Techniques to cool atoms ever closer to absolute zero have been devised in recent decades. Carl Wieman, Eric Cornell, and MIT's Wolfgang Ketterle were able to achieve Bose-Einstein condensation in 1995, a milestone for which they were awarded the 2001 Nobel Prize in physics. Other techniques include a process using lasers to cool atoms from 300 degrees Celsius to a few ten-thousandths of a degree above absolute zero.

A clever cooling technique

And yet, to see individual fermionic atoms, the particles need to be cooled further still. To do this, Zwierlein's group created an optical lattice using laser beams, forming a structure resembling an egg carton, each well of which could potentially trap a single fermion. Through various stages of laser cooling, magnetic trapping, and further evaporative cooling of the gas, the atoms were prepared at temperatures just above absolute zero—cold enough for individual fermions to settle onto the underlying optical lattice. The team placed the lattice a mere 7 microns from an imaging lens, through which they hoped to see individual fermions.
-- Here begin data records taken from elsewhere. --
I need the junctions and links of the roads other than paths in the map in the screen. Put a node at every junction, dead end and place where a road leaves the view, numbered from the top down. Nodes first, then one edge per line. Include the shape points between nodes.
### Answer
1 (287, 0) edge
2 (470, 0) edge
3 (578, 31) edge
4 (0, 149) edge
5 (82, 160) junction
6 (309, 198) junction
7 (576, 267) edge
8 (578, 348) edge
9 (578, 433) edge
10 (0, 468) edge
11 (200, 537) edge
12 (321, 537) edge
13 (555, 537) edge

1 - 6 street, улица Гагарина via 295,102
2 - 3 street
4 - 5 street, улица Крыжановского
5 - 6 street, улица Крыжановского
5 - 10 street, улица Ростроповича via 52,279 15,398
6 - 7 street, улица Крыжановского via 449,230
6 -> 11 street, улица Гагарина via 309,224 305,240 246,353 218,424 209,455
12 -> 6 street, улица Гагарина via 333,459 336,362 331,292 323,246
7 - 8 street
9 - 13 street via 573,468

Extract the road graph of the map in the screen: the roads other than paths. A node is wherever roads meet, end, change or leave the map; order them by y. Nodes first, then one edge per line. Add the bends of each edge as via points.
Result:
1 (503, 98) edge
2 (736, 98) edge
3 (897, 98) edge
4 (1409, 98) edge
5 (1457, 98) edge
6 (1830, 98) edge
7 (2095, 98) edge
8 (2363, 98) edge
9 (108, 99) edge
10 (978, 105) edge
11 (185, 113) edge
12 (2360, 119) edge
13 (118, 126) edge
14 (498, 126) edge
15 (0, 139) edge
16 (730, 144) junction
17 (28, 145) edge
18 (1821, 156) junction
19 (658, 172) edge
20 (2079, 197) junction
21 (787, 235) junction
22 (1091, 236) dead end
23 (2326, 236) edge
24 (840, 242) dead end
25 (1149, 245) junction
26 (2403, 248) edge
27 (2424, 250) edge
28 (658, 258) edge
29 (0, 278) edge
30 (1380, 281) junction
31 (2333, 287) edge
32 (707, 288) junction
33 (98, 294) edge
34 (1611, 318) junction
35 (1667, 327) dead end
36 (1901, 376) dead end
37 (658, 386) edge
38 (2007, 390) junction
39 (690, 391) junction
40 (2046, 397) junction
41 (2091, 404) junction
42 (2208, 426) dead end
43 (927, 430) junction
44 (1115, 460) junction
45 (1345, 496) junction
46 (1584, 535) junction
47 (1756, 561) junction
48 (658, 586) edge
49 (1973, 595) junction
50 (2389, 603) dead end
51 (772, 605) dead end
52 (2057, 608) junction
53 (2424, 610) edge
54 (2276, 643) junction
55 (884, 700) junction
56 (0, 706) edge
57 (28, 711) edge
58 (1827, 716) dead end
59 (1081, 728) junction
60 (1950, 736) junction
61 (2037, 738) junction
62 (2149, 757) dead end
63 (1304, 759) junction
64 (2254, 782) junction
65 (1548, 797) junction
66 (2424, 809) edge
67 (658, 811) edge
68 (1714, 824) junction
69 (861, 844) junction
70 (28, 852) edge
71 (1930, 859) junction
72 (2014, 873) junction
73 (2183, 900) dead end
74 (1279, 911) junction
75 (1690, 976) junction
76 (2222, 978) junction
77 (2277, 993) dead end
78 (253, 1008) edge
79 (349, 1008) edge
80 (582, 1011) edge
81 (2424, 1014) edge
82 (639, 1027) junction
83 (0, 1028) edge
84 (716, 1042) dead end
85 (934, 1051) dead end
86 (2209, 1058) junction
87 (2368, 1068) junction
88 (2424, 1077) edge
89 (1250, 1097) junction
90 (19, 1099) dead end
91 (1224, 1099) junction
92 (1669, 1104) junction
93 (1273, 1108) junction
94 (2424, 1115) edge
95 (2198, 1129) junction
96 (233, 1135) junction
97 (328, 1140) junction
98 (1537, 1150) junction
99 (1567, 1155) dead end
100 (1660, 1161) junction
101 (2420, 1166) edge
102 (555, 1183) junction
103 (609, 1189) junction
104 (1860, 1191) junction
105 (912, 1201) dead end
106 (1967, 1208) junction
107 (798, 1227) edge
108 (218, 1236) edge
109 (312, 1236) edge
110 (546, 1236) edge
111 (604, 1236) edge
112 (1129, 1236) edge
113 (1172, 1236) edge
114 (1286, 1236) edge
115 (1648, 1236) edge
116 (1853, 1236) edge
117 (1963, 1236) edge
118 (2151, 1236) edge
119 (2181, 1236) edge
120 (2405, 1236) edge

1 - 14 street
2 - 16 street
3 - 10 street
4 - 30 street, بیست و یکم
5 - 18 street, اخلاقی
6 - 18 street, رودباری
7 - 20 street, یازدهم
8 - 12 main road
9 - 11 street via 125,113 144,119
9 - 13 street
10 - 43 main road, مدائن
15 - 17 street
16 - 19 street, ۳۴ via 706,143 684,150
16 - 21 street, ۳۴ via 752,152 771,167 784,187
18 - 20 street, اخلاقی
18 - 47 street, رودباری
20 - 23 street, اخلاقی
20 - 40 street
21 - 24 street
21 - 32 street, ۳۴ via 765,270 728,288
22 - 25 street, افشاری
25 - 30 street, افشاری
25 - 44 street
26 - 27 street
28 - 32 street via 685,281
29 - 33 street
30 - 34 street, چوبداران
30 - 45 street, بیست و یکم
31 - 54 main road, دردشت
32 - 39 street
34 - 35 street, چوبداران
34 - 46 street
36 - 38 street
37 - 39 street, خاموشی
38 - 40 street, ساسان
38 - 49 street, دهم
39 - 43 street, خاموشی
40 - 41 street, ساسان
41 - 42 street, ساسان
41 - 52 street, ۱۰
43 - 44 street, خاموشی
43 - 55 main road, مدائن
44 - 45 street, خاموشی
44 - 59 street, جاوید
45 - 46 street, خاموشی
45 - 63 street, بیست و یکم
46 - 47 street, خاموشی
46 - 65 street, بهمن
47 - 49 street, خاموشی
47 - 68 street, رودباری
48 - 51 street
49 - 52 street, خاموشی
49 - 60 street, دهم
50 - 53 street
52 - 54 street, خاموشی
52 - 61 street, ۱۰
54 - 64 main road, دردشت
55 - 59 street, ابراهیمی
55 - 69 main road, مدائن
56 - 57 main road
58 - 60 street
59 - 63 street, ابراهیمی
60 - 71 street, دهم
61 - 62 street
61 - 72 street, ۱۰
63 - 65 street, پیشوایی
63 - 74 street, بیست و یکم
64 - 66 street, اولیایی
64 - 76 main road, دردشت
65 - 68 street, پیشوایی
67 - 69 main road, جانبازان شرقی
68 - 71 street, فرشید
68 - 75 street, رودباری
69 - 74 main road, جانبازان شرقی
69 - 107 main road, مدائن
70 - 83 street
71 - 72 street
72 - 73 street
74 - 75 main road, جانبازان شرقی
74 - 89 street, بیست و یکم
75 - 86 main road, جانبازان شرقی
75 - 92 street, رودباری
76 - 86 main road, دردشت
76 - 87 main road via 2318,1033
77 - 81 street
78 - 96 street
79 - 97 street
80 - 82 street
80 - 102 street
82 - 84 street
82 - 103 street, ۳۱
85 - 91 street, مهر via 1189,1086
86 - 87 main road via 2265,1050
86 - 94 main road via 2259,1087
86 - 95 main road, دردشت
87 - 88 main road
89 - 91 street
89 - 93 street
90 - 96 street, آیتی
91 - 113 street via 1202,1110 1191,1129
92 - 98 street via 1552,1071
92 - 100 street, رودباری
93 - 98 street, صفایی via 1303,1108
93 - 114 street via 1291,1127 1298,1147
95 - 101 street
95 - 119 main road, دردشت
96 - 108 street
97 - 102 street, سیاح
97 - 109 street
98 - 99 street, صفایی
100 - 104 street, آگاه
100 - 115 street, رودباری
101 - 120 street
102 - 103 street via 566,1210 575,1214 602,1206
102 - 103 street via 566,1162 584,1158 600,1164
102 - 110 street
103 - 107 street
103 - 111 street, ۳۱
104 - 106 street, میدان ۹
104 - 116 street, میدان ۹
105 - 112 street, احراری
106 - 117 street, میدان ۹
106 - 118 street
However, seeing fermions requires shining light on them, causing a photon to essentially knock a fermionic atom out of its well, and potentially out of the system entirely.

"We needed a clever technique to keep the atoms cool while looking at them," Zwierlein says.

His team decided to use a two-laser approach to further cool the atoms; the technique manipulates an atom's particular energy level, or vibrational energy. Each atom occupies a certain energy state—the higher that state, the more active the particle is. The team shone two laser beams of differing frequencies at the lattice. The difference in frequencies corresponded to the energy between a fermion's energy levels. As a result, when both beams were directed at a fermion, the particle would absorb the smaller frequency, and emit a photon from the larger-frequency beam, in turn dropping one energy level to a cooler, more inert state. The lens above the lattice collects the emitted photon, recording its precise position, and that of the fermion.

Zwierlein says such high-resolution imaging of more than 1,000 fermionic atoms simultaneously would enhance our understanding of the behavior of other fermions in nature—particularly the behavior of electrons. This knowledge may one day advance our understanding of high-temperature superconductors, which enable lossless energy transport, as well as quantum systems such as solid-state systems or nuclear matter.

"The Fermi gas microscope, together with the ability to position atoms at will, might be an important step toward the realization of a quantum computer based on fermions," Zwierlein says. "One would thus harness the power of the very same intricate quantum rules that so far hamper our understanding of electronic systems."

Zoran Hadzibabic, a professor of physics at Trinity College, says the group's microscope is able to detect individual atoms "with almost perfect fidelity."

"They detect them reliably, and do so without affecting their positions—that's all you want," says Hadzibabic, who did not contribute to the research. "So far they demonstrated the technique, but we know from the experience with bosons that that's the hardest step, and I expect the scientific results to start pouring out."